Retail’s Misfortune in the Inland Empire

This guest post is written by Thomas Galvin of Colliers International.  Thomas is a commercial real estate analyst for Colliers International with a regional focus on the Inland Empire. You can learn more at his commercial real estate economic blog www.inlandecon.blogspot.com.

sadguy The lifeblood of retailers are consumers. The industry adage that “retail follows rooftops” is shorthand for “new residents in an underserved market will attract retailers looking for value”.

The recent housing boom in the Inland Empire presented such a value play for retailers and developers and retail projects would not only follow the housing developments, but in many cases they were being constructed side by side. Massive power centers and large retail projects fueled by the housing equity boom were inevitable and in some ways justified by market research. But what actually happened was more motivated by greed and reckless optimism.

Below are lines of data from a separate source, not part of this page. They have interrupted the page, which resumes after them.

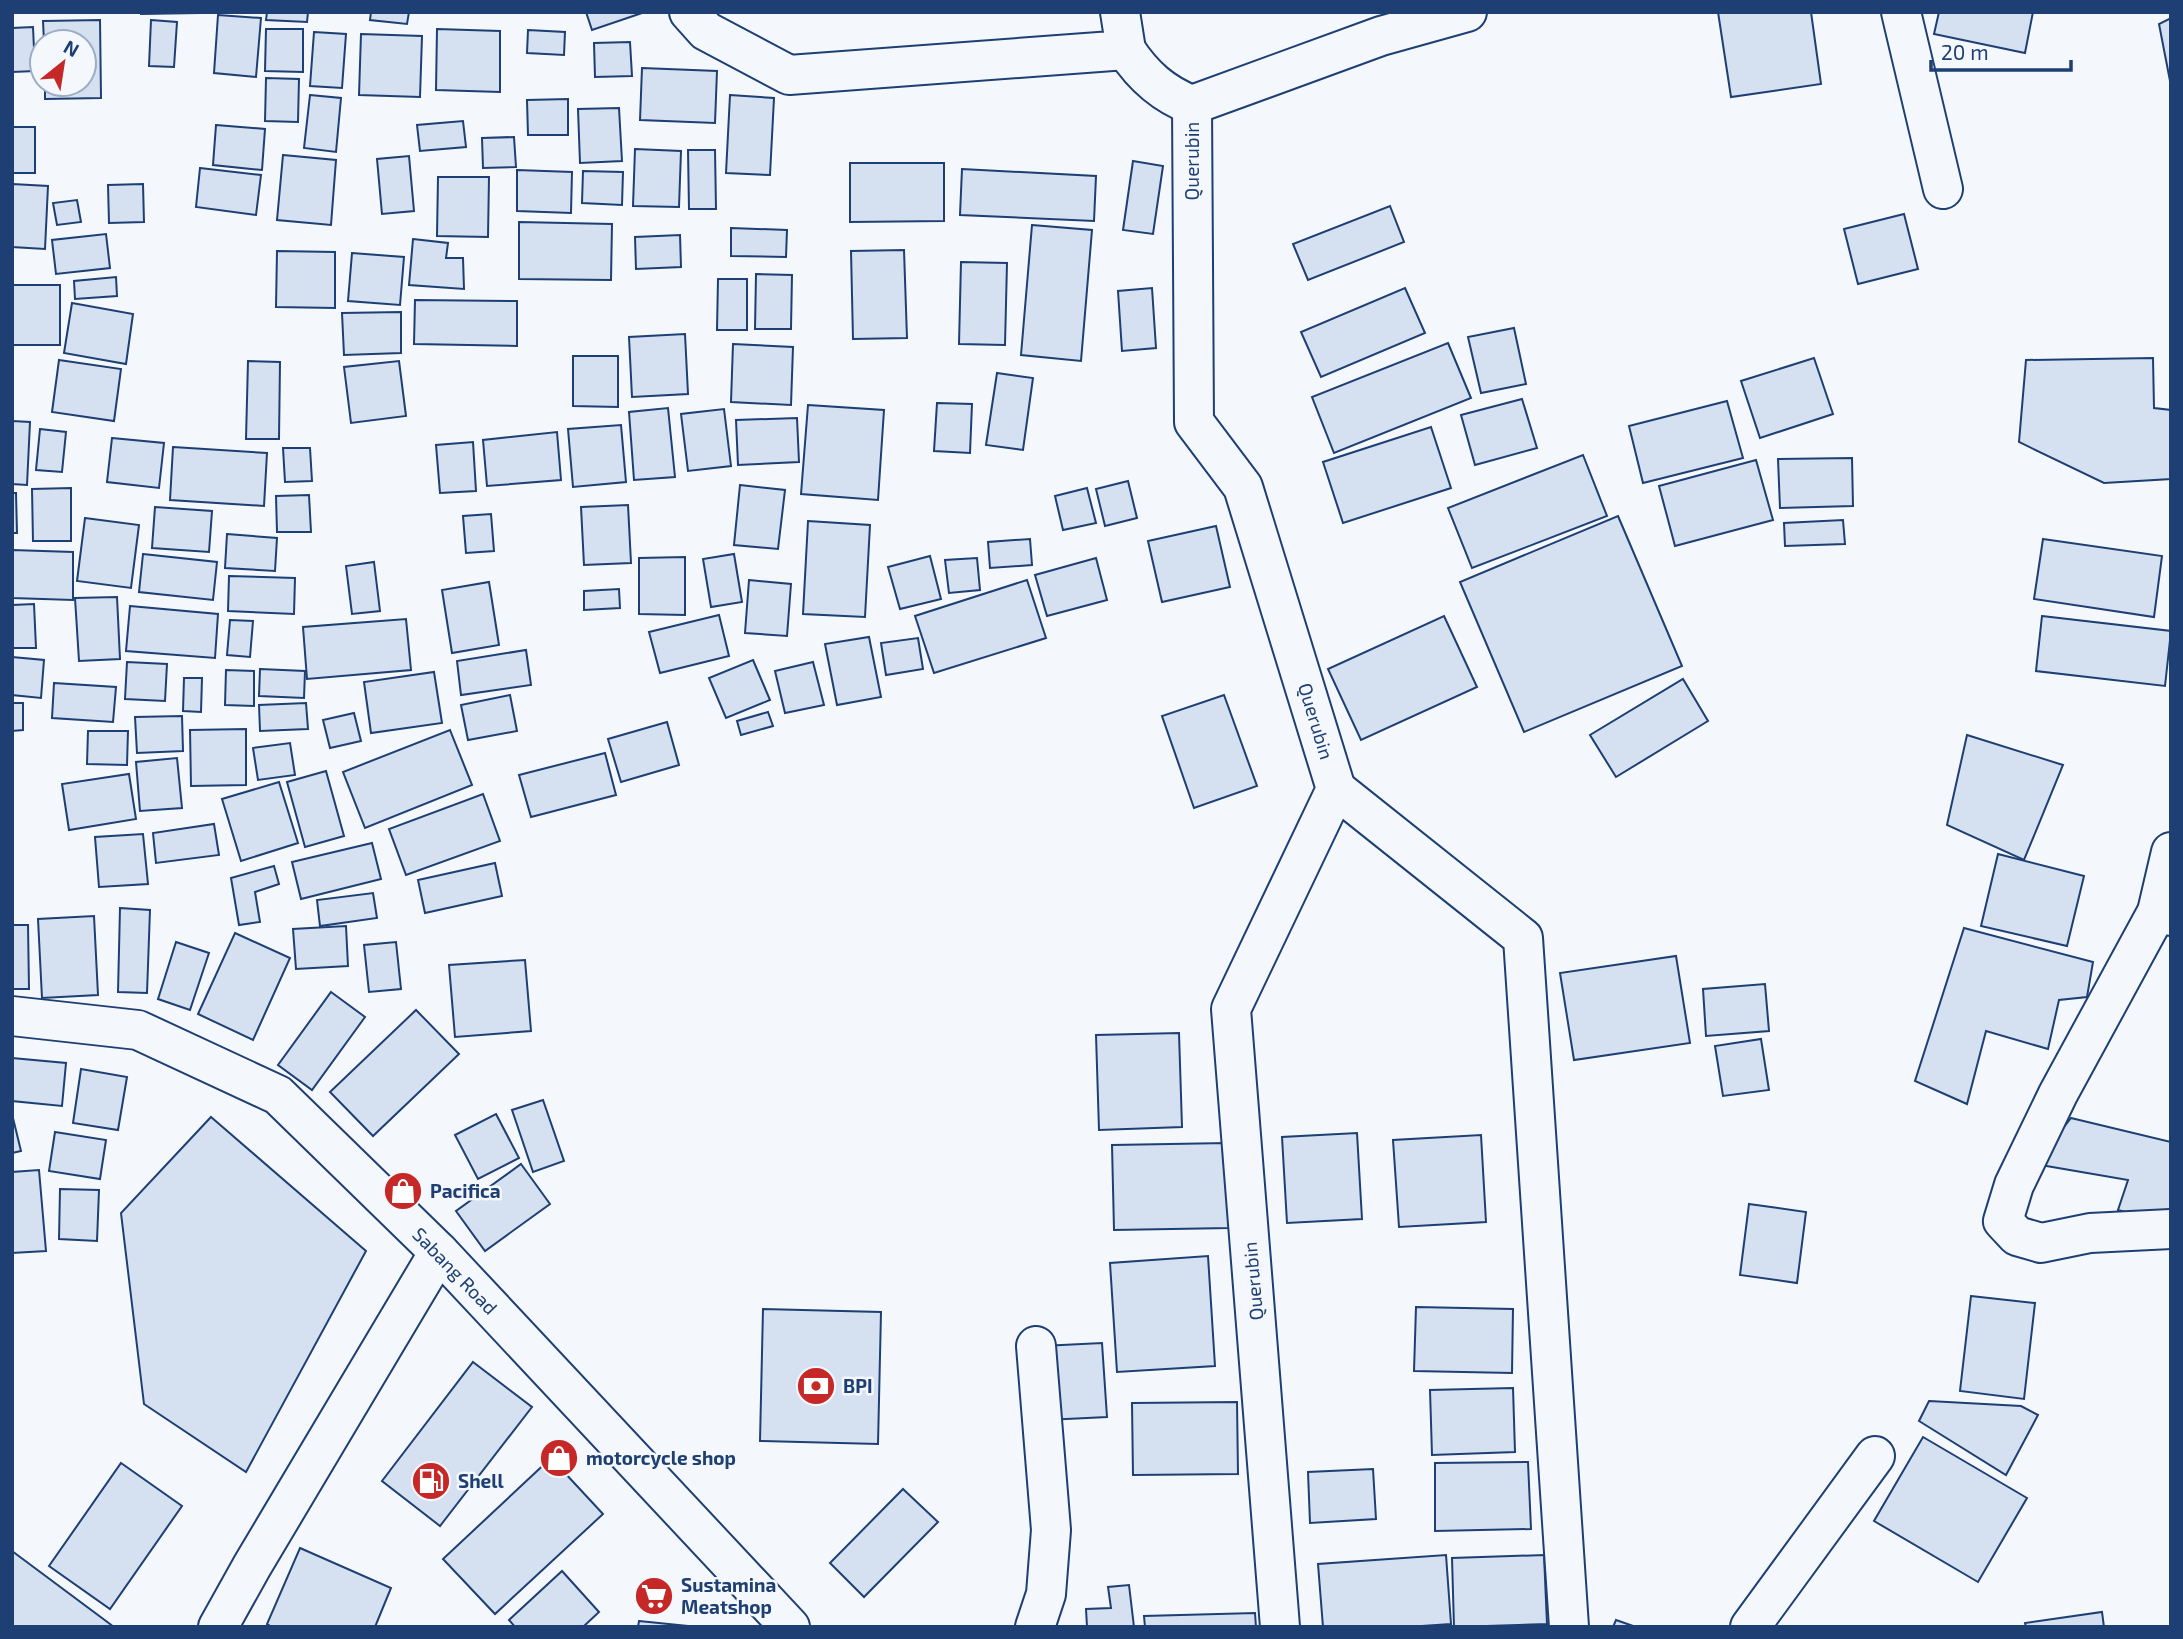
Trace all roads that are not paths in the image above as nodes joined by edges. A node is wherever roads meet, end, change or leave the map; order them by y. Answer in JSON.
{"nodes":[{"id":1,"x":689,"y":12,"type":"edge"},
{"id":2,"x":1119,"y":12,"type":"edge"},
{"id":3,"x":1467,"y":12,"type":"edge"},
{"id":4,"x":1901,"y":12,"type":"edge"},
{"id":5,"x":1380,"y":24,"type":"edge"},
{"id":6,"x":1126,"y":50,"type":"junction"},
{"id":7,"x":1192,"y":105,"type":"junction"},
{"id":8,"x":1944,"y":189,"type":"dead end"},
{"id":9,"x":1336,"y":789,"type":"junction"},
{"id":10,"x":2171,"y":852,"type":"edge"},
{"id":11,"x":2164,"y":914,"type":"edge"},
{"id":12,"x":12,"y":1016,"type":"edge"},
{"id":13,"x":2171,"y":1229,"type":"edge"},
{"id":14,"x":439,"y":1252,"type":"junction"},
{"id":15,"x":1036,"y":1346,"type":"dead end"},
{"id":16,"x":1875,"y":1455,"type":"dead end"},
{"id":17,"x":218,"y":1627,"type":"edge"},
{"id":18,"x":790,"y":1627,"type":"edge"},
{"id":19,"x":1035,"y":1627,"type":"edge"},
{"id":20,"x":1280,"y":1627,"type":"edge"},
{"id":21,"x":1569,"y":1627,"type":"edge"},
{"id":22,"x":1750,"y":1627,"type":"edge"}],
"edges":[{"from":1,"to":6,"type":"street"},
{"from":2,"to":6,"type":"street"},
{"from":3,"to":5,"type":"street","name":"Querubin"},
{"from":4,"to":8,"type":"street"},
{"from":5,"to":7,"type":"street","name":"Querubin"},
{"from":6,"to":7,"type":"street"},
{"from":7,"to":9,"type":"street","name":"Querubin"},
{"from":9,"to":20,"type":"street","name":"Querubin"},
{"from":9,"to":21,"type":"street"},
{"from":10,"to":11,"type":"street"},
{"from":11,"to":13,"type":"street"},
{"from":12,"to":14,"type":"street","name":"Sabang Road"},
{"from":14,"to":17,"type":"street"},
{"from":14,"to":18,"type":"street","name":"Sabang Road"},
{"from":15,"to":19,"type":"street"},
{"from":16,"to":22,"type":"street"}]}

Growth in the Inland Empire peaked in 2004 and has been in declining ever since but retail development has not. Conditions have changed between the planning stages of development and execution and much of what was envisioned is now economically inappropriate. Furniture stores and hardware stores as foreclosures are mounting and high end fashion and boutique stores the unemployment rate in the Inland Empire is among the highest in the country.

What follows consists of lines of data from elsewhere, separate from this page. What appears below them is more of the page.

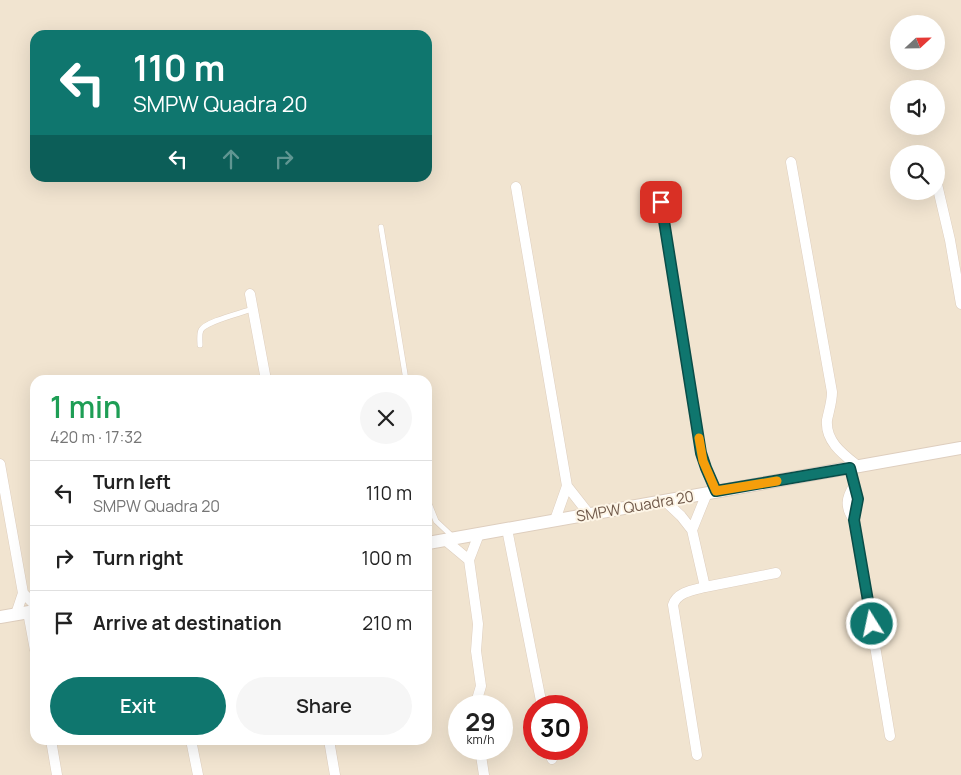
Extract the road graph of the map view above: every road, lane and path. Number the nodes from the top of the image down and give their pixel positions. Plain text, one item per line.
1 (790, 162) dead end
2 (516, 187) dead end
3 (941, 200) edge
4 (661, 202) dead end
5 (381, 226) dead end
6 (250, 294) dead end
7 (961, 304) edge
8 (253, 309) junction
9 (200, 346) dead end
10 (265, 375) edge
11 (405, 375) edge
12 (961, 448) edge
13 (0, 464) edge
14 (855, 468) junction
15 (567, 486) junction
16 (712, 492) junction
17 (665, 501) junction
18 (432, 511) edge
19 (588, 514) junction
20 (555, 520) junction
21 (506, 529) junction
22 (692, 530) junction
23 (479, 534) junction
24 (450, 539) junction
25 (432, 542) edge
26 (469, 560) junction
27 (776, 573) dead end
28 (705, 587) junction
29 (23, 593) junction
30 (28, 611) edge
31 (0, 618) edge
32 (479, 695) edge
33 (540, 695) edge
34 (890, 736) dead end
35 (52, 745) edge
36 (193, 745) edge
37 (330, 745) edge
38 (697, 755) dead end
39 (482, 760) edge
40 (57, 775) edge
41 (198, 775) edge
42 (335, 775) edge
43 (484, 775) edge

1 - 14 street
2 - 15 street
3 - 7 street
4 - 16 street
5 - 11 lane
6 - 8 street
8 - 9 lane
8 - 10 street
12 - 14 street, SMPW Quadra 20
13 - 29 street
14 - 16 street, SMPW Quadra 20
14 - 34 street
15 - 19 street
15 - 20 street
16 - 17 street, SMPW Quadra 20
16 - 22 street
17 - 19 street, SMPW Quadra 20
17 - 22 street
18 - 24 lane
19 - 20 street, SMPW Quadra 20
20 - 21 street, SMPW Quadra 20
21 - 23 street, SMPW Quadra 20
21 - 33 street
22 - 28 street
23 - 24 street, SMPW Quadra 20
23 - 26 street
24 - 25 street, SMPW Quadra 20
24 - 26 street
26 - 32 street
27 - 28 street
28 - 38 street
29 - 30 street
29 - 30 street
30 - 31 street
35 - 40 street
36 - 41 street
37 - 42 street
39 - 43 street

The following chart (click to enlarge) shows population growth and retail growth for the Inland Empire, Orange and Los Angeles counties. Retail development closely follows population growth in Orange and Los Angeles Counties but drastically overshot in the Inland Empire. Since retail projects are still coming to market even as major credit tenants continue to file for bankruptcy, you can expect further increases in the vacancy rate and further downward pressure on rents.

graph

The new industry adage will be “retail busts follow housing busts”.